When faced with the resulting proposal, one which will allow us to keep the house, she relays in return how she’ll be short on her baseline bills and that it simply won’t work. I reply with suggestions about changing withholdings to offset the substantial tax refunds she’ll get in April. I recommend she abandon the antiquated cable TV and home phone and reduce to just internet service while using (at no cost to her) my Hulu and Netflix accounts and my media server network too. I recommend she sell some or all of the inherited Gold coins currently worth $30k giving her what would be $300+ a month if doled out over a 4 year span. I suggested that she reduce her projected monthly insurance costs by finding a less expensive plan until her financial situation afford her the opportunity to increase the coverage again.

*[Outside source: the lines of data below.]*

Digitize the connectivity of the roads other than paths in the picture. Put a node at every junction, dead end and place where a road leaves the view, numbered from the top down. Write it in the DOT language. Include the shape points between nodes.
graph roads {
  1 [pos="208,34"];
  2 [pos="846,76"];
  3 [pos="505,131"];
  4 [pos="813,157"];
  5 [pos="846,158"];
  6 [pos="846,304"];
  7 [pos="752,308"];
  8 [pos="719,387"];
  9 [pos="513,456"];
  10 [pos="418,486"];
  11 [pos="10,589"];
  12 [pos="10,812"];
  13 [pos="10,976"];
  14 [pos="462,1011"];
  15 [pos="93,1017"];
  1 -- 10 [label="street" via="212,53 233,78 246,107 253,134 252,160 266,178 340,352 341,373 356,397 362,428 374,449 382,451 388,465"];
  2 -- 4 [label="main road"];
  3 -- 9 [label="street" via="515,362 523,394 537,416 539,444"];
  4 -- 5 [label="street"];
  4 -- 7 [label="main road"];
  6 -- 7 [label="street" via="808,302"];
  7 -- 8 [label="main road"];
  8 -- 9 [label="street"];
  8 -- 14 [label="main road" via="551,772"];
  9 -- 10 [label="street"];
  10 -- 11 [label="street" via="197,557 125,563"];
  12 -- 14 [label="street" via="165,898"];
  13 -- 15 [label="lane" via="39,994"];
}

I offered, too, that in instances when she’s short and needs me to pay more than 50% of my share of the mortgage, I can do so, but I ask in return that I am allowed to pull whatever I contribute between now and the sale of the house off the house sale proceeds before we divide the remaining balance. No interest, just reimburse my excess contribution.
She did not work during our entire marriage. Not once. Leaving all the responsibility on me to provide, which I did… including her 2 year masters degree education, 10’s of thousands towards adoption and fertility treatments, housing rentals, two home purchases, and what literally adds up to well over 2 million dollars I earned over the span of our marriage going into the purchase, mortgage payments, taxes and all other costs of owning a home.

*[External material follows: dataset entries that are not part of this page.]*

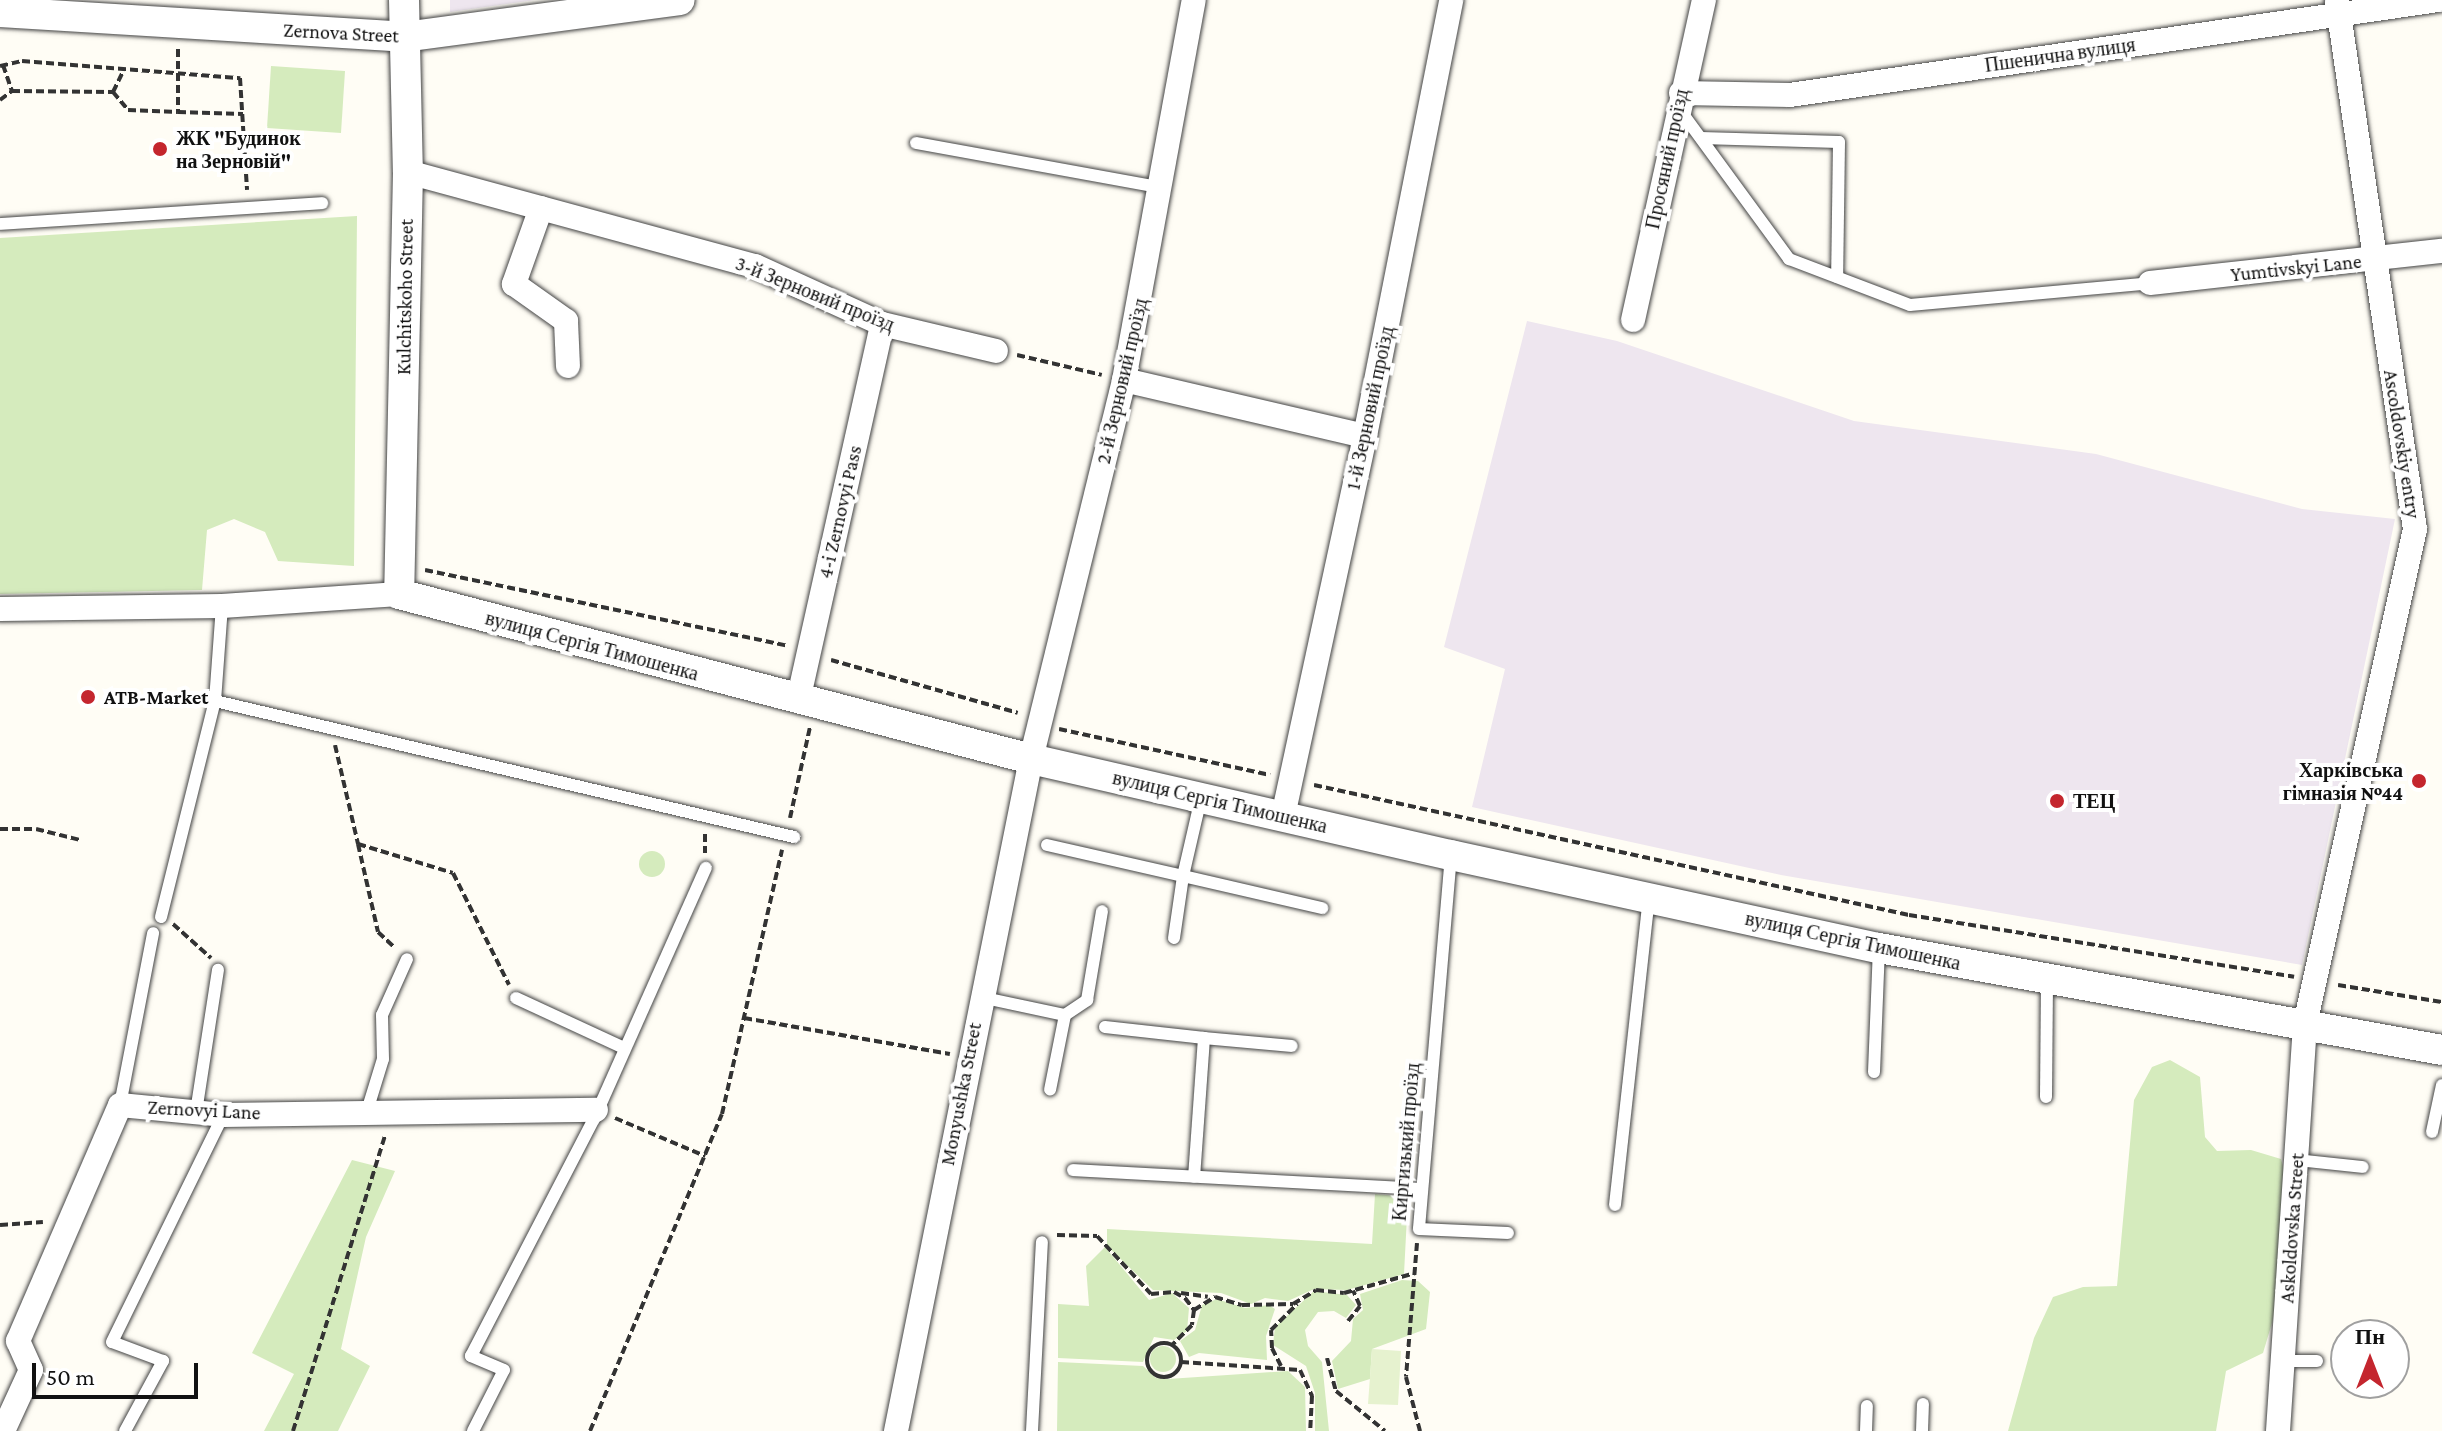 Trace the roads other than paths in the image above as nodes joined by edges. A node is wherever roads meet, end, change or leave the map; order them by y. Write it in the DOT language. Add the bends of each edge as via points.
graph roads {
  1 [pos="404,0"];
  2 [pos="680,0"];
  3 [pos="1194,0"];
  4 [pos="1451,0"];
  5 [pos="1704,0"];
  6 [pos="2438,0"];
  7 [pos="2338,7"];
  8 [pos="87,9"];
  9 [pos="0,12"];
  10 [pos="404,37"];
  11 [pos="1679,100"];
  12 [pos="1701,138"];
  13 [pos="916,143"];
  14 [pos="408,172"];
  15 [pos="1164,188"];
  16 [pos="322,203"];
  17 [pos="541,208"];
  18 [pos="0,224"];
  19 [pos="2442,251"];
  20 [pos="2373,260"];
  21 [pos="1837,277"];
  22 [pos="2150,283"];
  23 [pos="1633,320"];
  24 [pos="882,324"];
  25 [pos="996,351"];
  26 [pos="568,366"];
  27 [pos="1124,380"];
  28 [pos="1365,436"];
  29 [pos="399,580"];
  30 [pos="222,606"];
  31 [pos="0,609"];
  32 [pos="215,701"];
  33 [pos="804,714"];
  34 [pos="1031,759"];
  35 [pos="1201,798"];
  36 [pos="1283,816"];
  37 [pos="790,836"];
  38 [pos="1047,845"];
  39 [pos="1451,855"];
  40 [pos="706,868"];
  41 [pos="1183,876"];
  42 [pos="1649,897"];
  43 [pos="1322,908"];
  44 [pos="1102,911"];
  45 [pos="161,917"];
  46 [pos="153,933"];
  47 [pos="1174,938"];
  48 [pos="1879,948"];
  49 [pos="407,959"];
  50 [pos="218,970"];
  51 [pos="2047,981"];
  52 [pos="980,997"];
  53 [pos="516,998"];
  54 [pos="1065,1015"];
  55 [pos="2305,1024"];
  56 [pos="1105,1027"];
  57 [pos="1204,1038"];
  58 [pos="1292,1046"];
  59 [pos="624,1048"];
  60 [pos="2442,1050"];
  61 [pos="1874,1072"];
  62 [pos="2442,1085"];
  63 [pos="1050,1090"];
  64 [pos="2046,1097"];
  65 [pos="120,1105"];
  66 [pos="596,1110"];
  67 [pos="367,1111"];
  68 [pos="196,1112"];
  69 [pos="223,1115"];
  70 [pos="2432,1132"];
  71 [pos="2297,1160"];
  72 [pos="2363,1167"];
  73 [pos="1073,1170"];
  74 [pos="1194,1177"];
  75 [pos="1420,1189"];
  76 [pos="1615,1205"];
  77 [pos="1508,1233"];
  78 [pos="1042,1242"];
  79 [pos="2282,1361"];
  80 [pos="2317,1361"];
  81 [pos="1923,1404"];
  82 [pos="1867,1406"];
  83 [pos="3,1431"];
  84 [pos="125,1431"];
  85 [pos="473,1431"];
  86 [pos="896,1431"];
  87 [pos="1032,1431"];
  88 [pos="1866,1431"];
  89 [pos="1922,1431"];
  90 [pos="2278,1431"];
  1 -- 10 [label="street, Kulchitskoho Street"];
  2 -- 10 [label="street, Zernova Street"];
  3 -- 15 [label="street, 2-й Зерновий проїзд"];
  4 -- 28 [label="street, 1-й Зерновий проїзд"];
  5 -- 11 [label="street, Просяний проїзд"];
  6 -- 7 [label="street, Пшенична вулиця"];
  7 -- 11 [label="street, Пшенична вулиця" via="1790,95"];
  7 -- 20 [label="street, Ascoldovskiy entry"];
  8 -- 9 [label="street, Zernova Street"];
  8 -- 10 [label="street, Zernova Street"];
  10 -- 14 [label="street, Kulchitskoho Street"];
  11 -- 12 [label="lane"];
  11 -- 23 [label="street, Просяний проїзд"];
  12 -- 21 [label="lane" via="1789,259"];
  12 -- 21 [label="lane" via="1839,142"];
  13 -- 15 [label="lane"];
  14 -- 17 [label="street, 3-й Зерновий проїзд"];
  14 -- 29 [label="street, Kulchitskoho Street"];
  15 -- 27 [label="street, 2-й Зерновий проїзд"];
  16 -- 18 [label="lane"];
  17 -- 24 [label="street, 3-й Зерновий проїзд" via="755,266"];
  17 -- 26 [label="street" via="514,284 566,321"];
  19 -- 20 [label="street, Yumtivskyi Lane"];
  20 -- 22 [label="street, Yumtivskyi Lane"];
  20 -- 55 [label="street, Ascoldovskiy entry" via="2415,529"];
  21 -- 22 [label="lane" via="1910,305"];
  24 -- 25 [label="street, 3-й Зерновий проїзд"];
  24 -- 33 [label="street, 4-i Zernovyi Pass" via="808,654"];
  27 -- 28 [label="street"];
  27 -- 34 [label="street, 2-й Зерновий проїзд"];
  28 -- 36 [label="street, 1-й Зерновий проїзд"];
  29 -- 30 [label="street, вулиця Сергія Тимошенка"];
  29 -- 33 [label="street, вулиця Сергія Тимошенка"];
  30 -- 31 [label="street, вулиця Сергія Тимошенка"];
  30 -- 32 [label="lane"];
  32 -- 37 [label="lane"];
  32 -- 45 [label="lane"];
  33 -- 34 [label="street, вулиця Сергія Тимошенка"];
  34 -- 35 [label="street, вулиця Сергія Тимошенка"];
  34 -- 52 [label="street, Monyushka Street"];
  35 -- 36 [label="street, вулиця Сергія Тимошенка"];
  35 -- 41 [label="lane"];
  36 -- 39 [label="street, вулиця Сергія Тимошенка"];
  38 -- 41 [label="lane"];
  39 -- 42 [label="street, вулиця Сергія Тимошенка"];
  39 -- 75 [label="lane, Киргизький проїзд"];
  40 -- 59 [label="lane"];
  41 -- 43 [label="lane"];
  41 -- 47 [label="lane"];
  42 -- 48 [label="street, вулиця Сергія Тимошенка"];
  42 -- 76 [label="lane"];
  44 -- 54 [label="lane" via="1087,1000"];
  46 -- 65 [label="lane"];
  48 -- 51 [label="street, вулиця Сергія Тимошенка"];
  48 -- 61 [label="lane"];
  49 -- 67 [label="lane" via="382,1015 383,1059"];
  50 -- 68 [label="lane"];
  51 -- 55 [label="street, вулиця Сергія Тимошенка"];
  51 -- 64 [label="lane"];
  52 -- 54 [label="lane"];
  52 -- 86 [label="street, Monyushka Street"];
  53 -- 59 [label="lane"];
  54 -- 63 [label="lane"];
  55 -- 60 [label="street, вулиця Сергія Тимошенка"];
  55 -- 71 [label="street, Askoldovska Street"];
  56 -- 57 [label="lane"];
  57 -- 58 [label="lane"];
  57 -- 74 [label="lane"];
  59 -- 66 [label="lane"];
  62 -- 70 [label="lane"];
  65 -- 68 [label="street, Zernovyi Lane"];
  65 -- 83 [label="street, Zernovyi Lane" via="18,1341 31,1370"];
  66 -- 67 [label="street, Zernovyi Lane"];
  66 -- 85 [label="lane" via="471,1356 504,1370"];
  67 -- 69 [label="street, Zernovyi Lane"];
  68 -- 69 [label="street, Zernovyi Lane"];
  69 -- 84 [label="lane" via="112,1342 163,1361"];
  71 -- 72 [label="lane"];
  71 -- 79 [label="street, Askoldovska Street"];
  73 -- 74 [label="lane"];
  74 -- 75 [label="lane"];
  75 -- 77 [label="lane, Киргизький проїзд" via="1419,1229"];
  78 -- 87 [label="lane"];
  79 -- 80 [label="lane"];
  79 -- 90 [label="street, Askoldovska Street"];
  81 -- 89 [label="lane"];
  82 -- 88 [label="lane"];
}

Although she did not work, she did make one significant financial contribution. When her mom passed away, she inherited and used $100k to pay off the 2nd montage on our house. That’s less than 5% to the 95% I put into the family, but it’s worth noting. Specially because she’s insisting now that it be returned.
Because she had deposited it into her own individual checking account, and it was never ‘community property’, it’s within her legal rights to pursue it’s return. Also from the top of the home sale proceeds.
It’s upsetting to me, and has been since this came up in Mediation a few years back as her intention, that she somehow feels justified in taking that $100k back, when it’s the only financial contribution she ever made.
But what’s set this bridge on fire is that her response to my attempt to give sincere input on ways to make things work to keep the house, an effort we should mutually be doing all we can to accomplish for the kids, was to state that giving up Cable TV was not something that “would work for her”, that her tax refunds were not something one could project yet (wrong), that a lower premium insurance plan won’t provide the needed coverage, and that she could not sell the Gold coins because she needs them for her uncertain future. And the clincher: that she can’t agree to reimbursing me any additional coverage on my part of her expenses to keep the house, because she’ll need every penny, due, again, to this uncertain future.
Hypothetically, If I paid an average of $250/month for the next 4 years… that’s $3000/year, or $12,000 total that would be reimbursed to me from the sale of the house. $3000/year, so we can keep the house for the sake of the kids. This after my paying 1/2 of the mortgage, 1/2 of the property tax, 1/2 of the home insurance, and having my own independent expenses based on my having 50% custody of the kids whom I feed, cloth, shelter, drive, and amply provide for in my own home as well.
Hypothetically, if the net proceeds for the house sale were an even $1,000,000, Her taking $100k off the top, effectively taking ‘back’ her only contribution after doing nothing to financially contribute to the demands of providing a home for us and the kids all those years, is justifiable. Yet my expecting that exceeding my legal obligations based on a divorce settlement and possibly taking $12k to reimburse me for covering what should be something she was providing, is seemingly unreasonable.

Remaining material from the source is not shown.